Plasmodium Autocount and Semiautocount
Plasmodium Autocount is a python script for counting blood cells infected with malaria on a blood smear.
With the closure of the VBC and uncertain future of the VBC website at vicbioinformatic.com, the Plasmodium Autocount code is preserved here:
Semiautocount was intended as a new version of Plasmodium Autocount incorporating machine learning from manually annotated cells. The goal was to count types of cell in a blood smear based on interactive training, for example to measure the stage and severity of malarial infection.
Development of Semiautocount is on hold, possibly permanently. The code is functional but has not undergone much tuning. In particular there is considerable scope to extend the set of measurements used to classify cells.
This is free software distributed under the GPL version 2 license.
- Python 2
- scikit-image (requires numpy, six)
- scikit-learn (requires numpy)
pip installation will attempt to install these, however note that as at June 2014, installing scikit-image and scikit-learn require numpy and six to already be installed or things break.
I recommend using the Anaconda Python installer:
Install the Python 2.7 version, 32 or 64 bit as appropriate. Once Anaconda is installed, Semiautocount can be installed and upgraded using pip as shown below.
pip install https://github.com/Victorian-Bioinformatics-Consortium/semiautocount/archive/master.zip
This gives you:
- semiac command line program
- semiautocount module in python
Upgrading to the latest version
pip uninstall -y semiautocount nesoni pip install https://github.com/Victorian-Bioinformatics-Consortium/semiautocount/archive/master.zip
1. Create a Semiautocount working directory based on a set of images. The images are segmented into cells. eg
semiac segment: mydir inputimagesdir
(Note: If you have limited memory and multiple cores, you may need to limit to a single core with --make-cores 1)
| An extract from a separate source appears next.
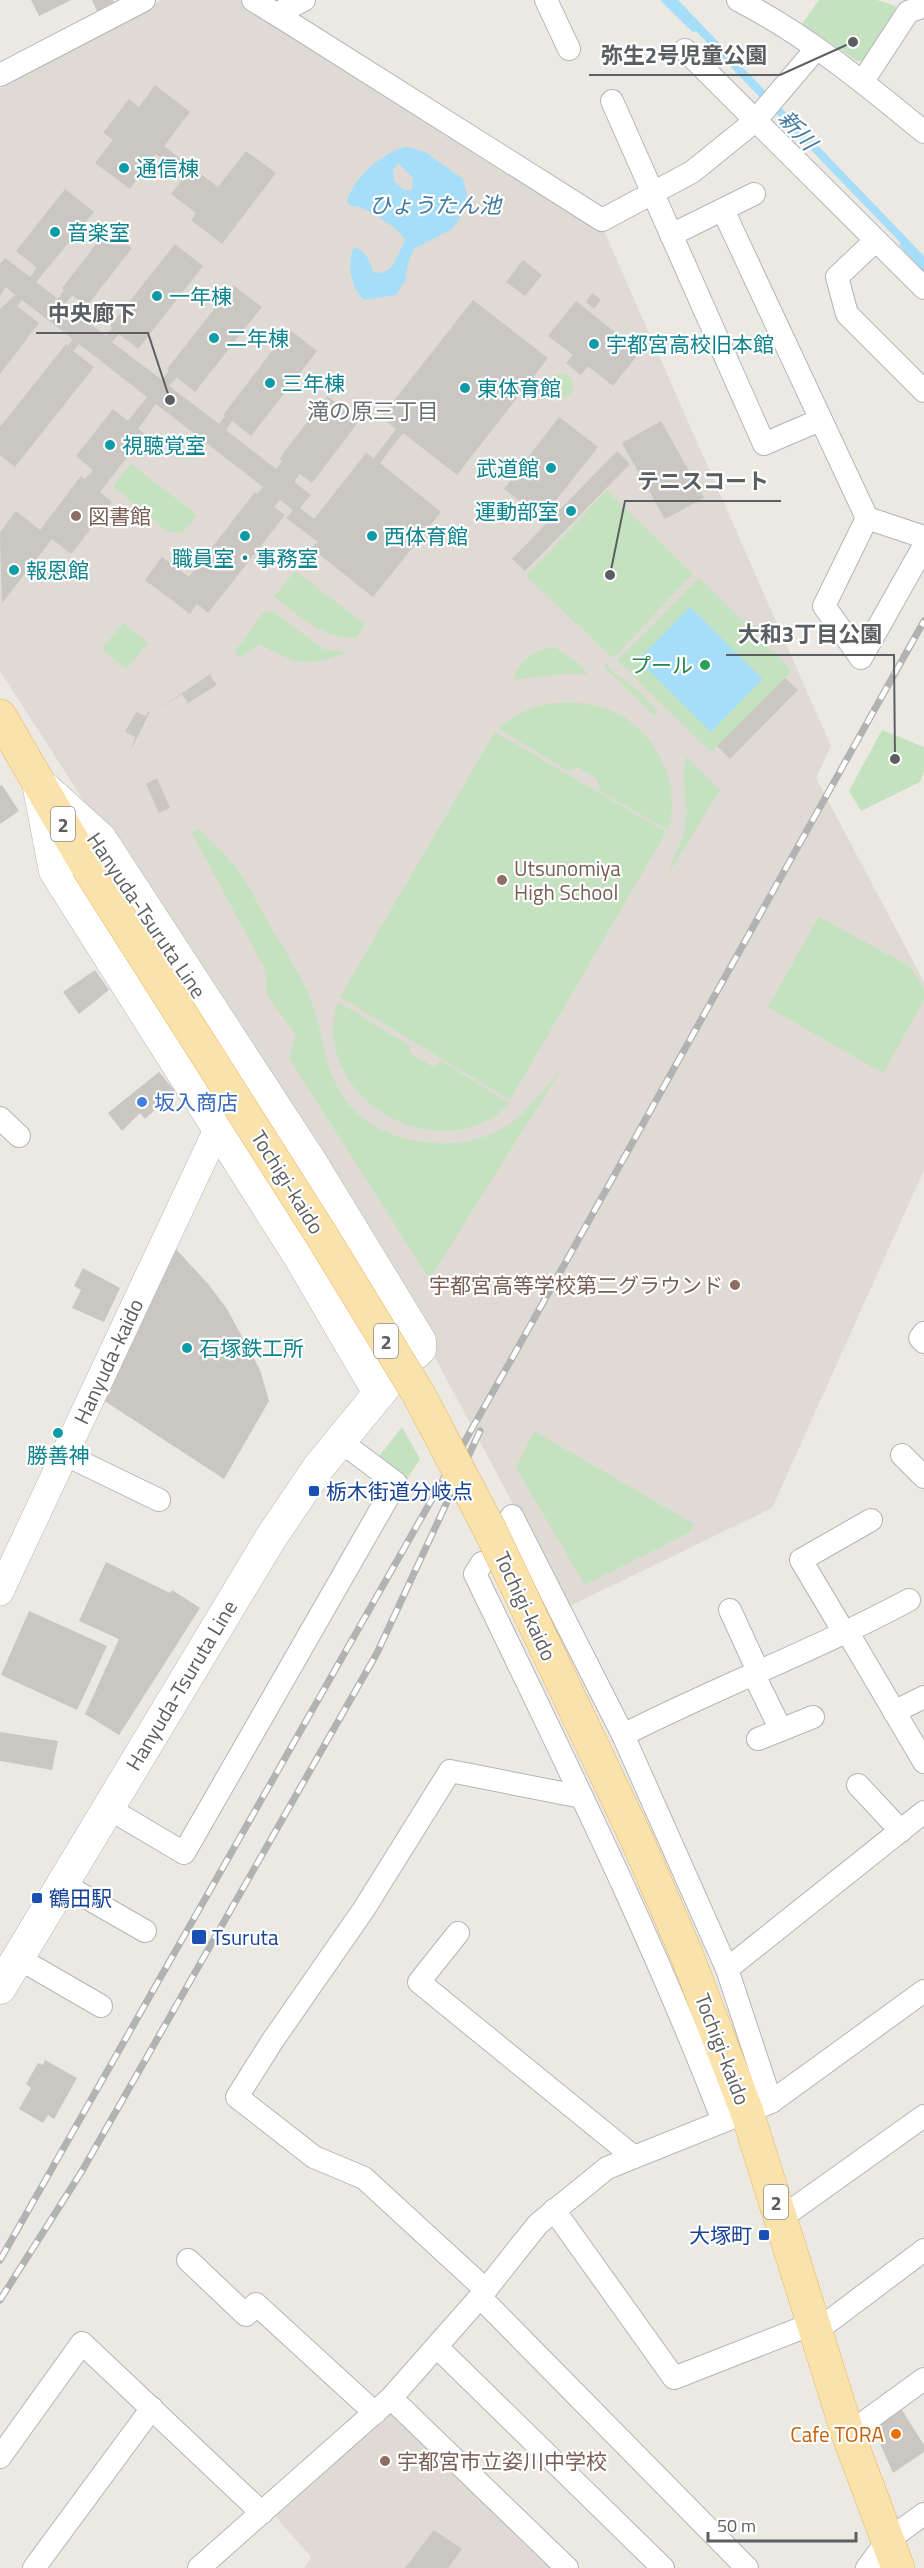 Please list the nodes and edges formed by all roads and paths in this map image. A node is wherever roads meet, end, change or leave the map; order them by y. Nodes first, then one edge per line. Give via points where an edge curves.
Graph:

(Note: Any existing images and labels in mydir will be deleted.)
2. Configure the working directory with "semiac configure:", eg
semiac configure: mydir labels: x=mis-segmentation d=debris w=white-blood-cell 0=uninfected 1=singlet 2=doublet
3. Interactively label some of the cells with "semiac label:". This starts a local webserver which you can then interact with in your web-browser.
semiac label: mydir
This will display a url (eg http://localhost:8000). In your web-browser, go to this url. Click on "Label cells" and label cells until the classification is satisfactory.
Fully automatic workflow
Carry out steps 1 and 2 as above then:
3. Link mydir to a working directory you've previously created containing training data:
semiac configure: mydir training: mytrainingdir
4. Run the classifier from the command line:
semiac classify: mydir
5. Generate output files:
semiac report: mydir
Importing Cell Counting Aid labels
Having performed steps 1 and 2 above, use:
semiac import: mydir inputimagesdir
This will import any .txt files in inputimagesdir as Cell Counting Aid cell labels.
In the directory created by Semiautocount:
The file "totals.csv" contains the total number of each cell type seen in each image. For each cell, the manual label is used if present otherwise the automatic classification is used.
The file "manual_totals.csv" contains the total number of manually labelled cells of each type in each image.
The subdirectory "coordinates" contains a file for each image with a line for each cell, comprising x,y,call,manual_label where
- x and y are the coordinates of the center of the cell.
- call is the cell classification. If the cell has been manually labeled this will always match the manual label, otherwise if will have the automatic classification.
- manual_label is the label you gave to the cell if the cell was manually labeled.